===============================================================================
==                             MORPH Dataset                                 ==
==           Annotation of abiguous complex function words in French         ==
==                                                                           ==
==                          Release 0.2 - May 28 2015                        ==
==                   Resource associated to ACL 2015 paper:                  ==
==                                                                           ==
==     Joint Dependency Parsing and Multiword Expressions Tokenization       ==
==          Alexis Nasr, Carlos Ramisch, José Deulofeu, André Valli          ==
==                   Aix Marseille Univesité, CNRS, LIF                      ==
==                   FirstName.LastName@lif.univ-mrs.fr                      ==
===============================================================================

1) DESCRIPTION

The MORPH dataset was built to allow evaluation of complex function word parsing
in French. It contains around 100 sentences per target construction, which are
7 frequent ADV+que complex conjunctions and 4 de-DET complex determiners. Each
sentence contains a single instance of the target construction, and an 
annotation which describes whether it is used as a complex function word (MORPH)
or as a regular combination (OTHER).

2) DATA FORMAT

The sentences of each target construction are stored in a separate file, named
after the target construction. For instance, file "ainsi_que.txt" contains 
annotations for "ainsi que", a complex conjunction. The two classes are stored
in separate folders, "ADV-que" and "de-DET".

Each file is a tab-separated CSV encoded in UTF-8, with the following columns:
  - seg-annot: manual annotation of segmentation (MORPH or OTHER)
  - sentence-tok: tokenized sentence containing the target construction
  
The first column contains the annotation for the target construction in that
sentence. Since there is only one occurrence of the target construction in the
sentence, we do not indicate the position in the sentence to which this 
annotation corresponds. The two possible values are MORPH, for a complex
function word use (there is a MORPH dependency link between the words of the
construction) and OTHER (there is another, regular syntactic structure which
does not include a MORPH link).

The second column contains the sentence itself, with the target construction.
The sentence was tokenized, since it was extracted from the POS-tagged frWaC
corpus. For the same reason, there might be spelling errors in the sentences,
as they were automatically crawled from websites in the construction of frWaC.

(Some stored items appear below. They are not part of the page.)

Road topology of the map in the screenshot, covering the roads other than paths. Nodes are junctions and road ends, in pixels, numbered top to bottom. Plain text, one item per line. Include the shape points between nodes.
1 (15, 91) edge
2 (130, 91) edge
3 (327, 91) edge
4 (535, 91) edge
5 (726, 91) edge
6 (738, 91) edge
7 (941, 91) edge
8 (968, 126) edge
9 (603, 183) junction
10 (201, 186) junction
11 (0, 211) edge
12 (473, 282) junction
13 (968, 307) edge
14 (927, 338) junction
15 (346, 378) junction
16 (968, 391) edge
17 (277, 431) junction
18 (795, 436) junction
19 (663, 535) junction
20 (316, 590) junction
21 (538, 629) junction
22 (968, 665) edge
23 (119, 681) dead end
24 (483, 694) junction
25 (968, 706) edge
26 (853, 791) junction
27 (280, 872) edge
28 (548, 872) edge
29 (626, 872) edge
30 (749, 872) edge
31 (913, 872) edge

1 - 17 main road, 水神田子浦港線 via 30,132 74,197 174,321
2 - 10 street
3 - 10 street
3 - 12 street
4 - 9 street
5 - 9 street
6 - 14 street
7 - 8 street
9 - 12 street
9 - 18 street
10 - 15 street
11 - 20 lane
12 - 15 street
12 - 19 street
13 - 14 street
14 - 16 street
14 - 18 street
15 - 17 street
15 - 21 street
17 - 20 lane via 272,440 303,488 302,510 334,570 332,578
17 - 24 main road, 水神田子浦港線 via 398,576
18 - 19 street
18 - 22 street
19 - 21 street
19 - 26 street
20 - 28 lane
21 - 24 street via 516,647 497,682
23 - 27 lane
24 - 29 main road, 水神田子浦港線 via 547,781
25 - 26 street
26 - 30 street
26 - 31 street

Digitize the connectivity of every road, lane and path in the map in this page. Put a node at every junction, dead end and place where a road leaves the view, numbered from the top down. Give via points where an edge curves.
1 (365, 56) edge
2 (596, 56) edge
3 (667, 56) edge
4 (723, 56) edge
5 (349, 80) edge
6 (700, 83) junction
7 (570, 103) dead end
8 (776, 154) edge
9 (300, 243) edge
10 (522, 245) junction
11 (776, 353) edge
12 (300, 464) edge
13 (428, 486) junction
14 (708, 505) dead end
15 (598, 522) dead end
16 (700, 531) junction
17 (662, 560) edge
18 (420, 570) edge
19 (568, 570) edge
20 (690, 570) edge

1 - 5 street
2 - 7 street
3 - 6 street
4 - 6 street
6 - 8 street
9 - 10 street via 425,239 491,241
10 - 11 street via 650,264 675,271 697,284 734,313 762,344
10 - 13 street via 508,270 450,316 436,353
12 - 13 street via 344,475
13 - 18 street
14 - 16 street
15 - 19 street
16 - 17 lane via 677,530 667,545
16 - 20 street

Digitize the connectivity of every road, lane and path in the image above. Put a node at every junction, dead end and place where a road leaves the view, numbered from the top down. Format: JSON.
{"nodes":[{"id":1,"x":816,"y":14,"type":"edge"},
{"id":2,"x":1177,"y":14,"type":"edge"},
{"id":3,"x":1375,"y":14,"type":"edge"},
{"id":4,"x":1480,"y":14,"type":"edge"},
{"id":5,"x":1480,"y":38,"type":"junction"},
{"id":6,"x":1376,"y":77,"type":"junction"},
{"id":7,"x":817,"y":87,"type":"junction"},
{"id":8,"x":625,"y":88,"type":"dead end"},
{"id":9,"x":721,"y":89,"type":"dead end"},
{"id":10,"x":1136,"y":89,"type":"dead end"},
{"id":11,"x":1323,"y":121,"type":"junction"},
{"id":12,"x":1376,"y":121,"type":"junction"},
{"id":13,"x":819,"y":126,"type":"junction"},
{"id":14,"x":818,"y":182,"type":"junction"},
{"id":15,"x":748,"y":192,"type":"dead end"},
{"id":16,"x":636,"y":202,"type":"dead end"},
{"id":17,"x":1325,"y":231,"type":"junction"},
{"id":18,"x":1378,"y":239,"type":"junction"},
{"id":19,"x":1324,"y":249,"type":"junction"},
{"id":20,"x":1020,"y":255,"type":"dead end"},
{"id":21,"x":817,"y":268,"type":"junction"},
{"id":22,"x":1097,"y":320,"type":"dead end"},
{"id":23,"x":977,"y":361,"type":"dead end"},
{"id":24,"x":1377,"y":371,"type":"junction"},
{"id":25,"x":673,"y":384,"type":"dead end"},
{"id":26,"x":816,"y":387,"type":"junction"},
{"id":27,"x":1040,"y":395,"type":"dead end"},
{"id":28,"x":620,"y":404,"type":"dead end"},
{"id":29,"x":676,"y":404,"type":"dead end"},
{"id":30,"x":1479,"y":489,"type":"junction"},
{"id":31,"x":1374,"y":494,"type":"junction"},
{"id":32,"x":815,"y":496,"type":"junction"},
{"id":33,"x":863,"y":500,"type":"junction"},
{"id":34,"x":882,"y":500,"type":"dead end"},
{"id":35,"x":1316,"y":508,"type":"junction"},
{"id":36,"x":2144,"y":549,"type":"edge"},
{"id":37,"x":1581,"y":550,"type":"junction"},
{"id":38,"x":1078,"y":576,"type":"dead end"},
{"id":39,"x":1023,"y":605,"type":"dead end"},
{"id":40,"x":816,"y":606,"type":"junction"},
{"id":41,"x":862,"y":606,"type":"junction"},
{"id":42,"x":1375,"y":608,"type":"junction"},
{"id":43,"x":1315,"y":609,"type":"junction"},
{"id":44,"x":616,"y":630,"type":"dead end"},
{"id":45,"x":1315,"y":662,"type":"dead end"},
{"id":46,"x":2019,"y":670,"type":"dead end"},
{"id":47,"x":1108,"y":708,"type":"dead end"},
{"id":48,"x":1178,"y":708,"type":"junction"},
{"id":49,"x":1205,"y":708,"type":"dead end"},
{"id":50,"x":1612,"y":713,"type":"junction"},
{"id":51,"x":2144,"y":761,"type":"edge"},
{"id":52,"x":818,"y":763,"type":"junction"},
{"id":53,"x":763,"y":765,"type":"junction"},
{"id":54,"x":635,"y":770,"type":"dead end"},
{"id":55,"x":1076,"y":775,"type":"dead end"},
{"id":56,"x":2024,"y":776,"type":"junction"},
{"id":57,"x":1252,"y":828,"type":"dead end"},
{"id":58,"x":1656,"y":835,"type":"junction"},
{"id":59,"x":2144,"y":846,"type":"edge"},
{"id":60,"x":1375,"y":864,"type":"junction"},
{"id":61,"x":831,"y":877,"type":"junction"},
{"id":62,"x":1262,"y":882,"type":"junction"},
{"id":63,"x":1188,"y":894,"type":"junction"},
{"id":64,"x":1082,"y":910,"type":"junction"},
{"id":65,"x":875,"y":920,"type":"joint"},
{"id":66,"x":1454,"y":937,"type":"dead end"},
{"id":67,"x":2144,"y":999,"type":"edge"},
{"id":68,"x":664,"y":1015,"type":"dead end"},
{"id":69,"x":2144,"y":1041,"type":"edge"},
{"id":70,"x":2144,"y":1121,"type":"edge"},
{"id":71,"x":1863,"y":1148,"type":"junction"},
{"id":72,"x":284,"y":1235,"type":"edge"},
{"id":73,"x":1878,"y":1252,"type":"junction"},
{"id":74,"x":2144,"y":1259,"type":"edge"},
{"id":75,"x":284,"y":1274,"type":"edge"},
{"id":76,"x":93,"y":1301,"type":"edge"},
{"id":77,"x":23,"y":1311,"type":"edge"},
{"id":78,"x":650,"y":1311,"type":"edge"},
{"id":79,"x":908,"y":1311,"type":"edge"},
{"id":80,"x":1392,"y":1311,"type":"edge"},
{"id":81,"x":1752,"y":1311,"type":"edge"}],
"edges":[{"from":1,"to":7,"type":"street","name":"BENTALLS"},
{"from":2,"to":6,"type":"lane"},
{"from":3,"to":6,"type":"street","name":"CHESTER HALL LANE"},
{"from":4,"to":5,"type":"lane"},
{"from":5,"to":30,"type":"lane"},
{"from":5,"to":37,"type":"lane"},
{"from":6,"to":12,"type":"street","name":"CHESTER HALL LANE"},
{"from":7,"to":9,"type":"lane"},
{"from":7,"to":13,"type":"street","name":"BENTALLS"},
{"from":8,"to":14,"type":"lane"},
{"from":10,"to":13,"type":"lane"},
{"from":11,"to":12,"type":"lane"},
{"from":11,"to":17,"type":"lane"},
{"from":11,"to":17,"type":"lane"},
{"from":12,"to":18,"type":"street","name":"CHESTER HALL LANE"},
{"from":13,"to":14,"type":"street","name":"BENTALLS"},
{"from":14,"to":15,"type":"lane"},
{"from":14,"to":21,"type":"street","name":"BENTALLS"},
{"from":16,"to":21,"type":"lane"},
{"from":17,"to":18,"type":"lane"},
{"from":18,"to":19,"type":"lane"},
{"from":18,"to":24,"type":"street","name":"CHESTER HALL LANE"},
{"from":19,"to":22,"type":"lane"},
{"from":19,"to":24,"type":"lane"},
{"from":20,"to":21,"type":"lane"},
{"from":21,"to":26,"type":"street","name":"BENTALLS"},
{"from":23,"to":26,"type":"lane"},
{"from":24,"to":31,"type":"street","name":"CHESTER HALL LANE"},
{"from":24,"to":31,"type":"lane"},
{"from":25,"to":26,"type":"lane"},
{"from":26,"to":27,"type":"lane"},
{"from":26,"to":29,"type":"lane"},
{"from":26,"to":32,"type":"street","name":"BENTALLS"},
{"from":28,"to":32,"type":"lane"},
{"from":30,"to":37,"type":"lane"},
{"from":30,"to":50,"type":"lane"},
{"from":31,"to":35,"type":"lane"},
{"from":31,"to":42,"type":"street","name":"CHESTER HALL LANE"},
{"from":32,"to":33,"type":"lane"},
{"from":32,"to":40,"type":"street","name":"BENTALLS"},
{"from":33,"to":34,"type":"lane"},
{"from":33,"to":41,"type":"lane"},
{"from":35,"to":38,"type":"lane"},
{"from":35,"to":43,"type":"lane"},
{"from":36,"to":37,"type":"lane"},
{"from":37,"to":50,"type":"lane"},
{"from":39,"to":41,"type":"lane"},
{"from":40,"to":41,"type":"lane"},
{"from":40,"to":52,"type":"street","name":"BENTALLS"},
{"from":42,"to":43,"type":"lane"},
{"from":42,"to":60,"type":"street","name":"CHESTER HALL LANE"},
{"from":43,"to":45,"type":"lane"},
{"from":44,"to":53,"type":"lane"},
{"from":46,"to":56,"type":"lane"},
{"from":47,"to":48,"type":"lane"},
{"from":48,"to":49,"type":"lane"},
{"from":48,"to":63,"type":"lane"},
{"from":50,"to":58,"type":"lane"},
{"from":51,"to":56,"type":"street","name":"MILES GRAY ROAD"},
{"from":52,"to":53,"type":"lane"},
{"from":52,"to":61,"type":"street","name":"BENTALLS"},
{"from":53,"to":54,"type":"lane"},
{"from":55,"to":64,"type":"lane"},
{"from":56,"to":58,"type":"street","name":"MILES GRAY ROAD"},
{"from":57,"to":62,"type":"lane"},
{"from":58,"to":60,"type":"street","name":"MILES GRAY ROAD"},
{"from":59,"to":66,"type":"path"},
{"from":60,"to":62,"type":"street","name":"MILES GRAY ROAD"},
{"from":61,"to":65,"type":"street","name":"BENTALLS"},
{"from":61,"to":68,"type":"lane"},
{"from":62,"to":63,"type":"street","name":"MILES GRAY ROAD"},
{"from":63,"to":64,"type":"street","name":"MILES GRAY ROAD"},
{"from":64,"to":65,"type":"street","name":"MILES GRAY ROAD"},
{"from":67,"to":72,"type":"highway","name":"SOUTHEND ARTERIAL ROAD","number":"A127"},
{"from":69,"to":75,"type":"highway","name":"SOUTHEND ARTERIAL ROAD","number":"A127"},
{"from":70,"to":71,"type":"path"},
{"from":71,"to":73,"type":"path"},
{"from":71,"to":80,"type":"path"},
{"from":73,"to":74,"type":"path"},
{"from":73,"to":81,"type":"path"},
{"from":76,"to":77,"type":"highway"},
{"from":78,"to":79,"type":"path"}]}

3) DATA COLLECTION AND ANNOTATION

The sentences were extracted from the frWaC corpus, a 1.6B-word corpus of texts
crawled from the web. We used the POS-tagged version of the corpus, made 
available on request on the WaCky website. We have selected sentences based on
the following criteria:
  - The sentence should contain exactly one occurrence of the target 
    construction type (e.g., no more than one de-DET determiner, regardless of
    its type)
  - The sentence should contain between 10 and 20 words, in order to provide
    enough context for annotation without being too long. Too long sentences
    may include irrelevant material which will only slow the annotation down
  - For de-DET constructions, we also required that a verb preceded the "de"
    preposition. However, the verb may appear several words before, it is not
    necessarily adjacent to the target construction. This reduces the number of
    nominal complements, like "président de la république" and favors the
    occurrence of determiner/prepositionall phrase ambiguity
  - Some sentences were manually removed during annotation because they 
    contained too much noise (typos, grammar errors) or because there was not
    enough context to decide on the correct annotation
    
Annotation was performed by two experts on French syntax. They went through
each set of sentences independently. Each target construction occurrence was
judged as either MORPH or OTHER. The annotation class "OTHER" may contain 
several readings, e.g. the construction "tant que" may represent a regular 
adverb followed by a subordinative clause "je voudrais tant que tu m'aimes" or
a comparative "mange tant que tu veux". This distinction was not made in this
annotation, since we are only interested in the MORPH/regular distinction.
After a first pass, annotators cross-checked each other's sentences.
Divergences were discussed and, if no consensus was reached, the sentence was
discarded.

4) EVALUATION

The released dataset also contains a script called eval-morph.sh, which 
compares a parser's output in CONLL07 format with the annotated files. An
example of parsing output is provided in file ainsi_que.conll07, you can run 
the evaluation script as follows:

./eval-morph.sh ainsi_que.conll07 ADV-que/ainsi_que.txt ainsi que

This will provide, in addition to precision and recall stats, an error analysis
of the cases missed by the parser (differences wrt annotation). In order to
evaluate other parsing files, use the CONLL07 format similar to the example,
where the complex function words are linked by a dependency called "MORPH".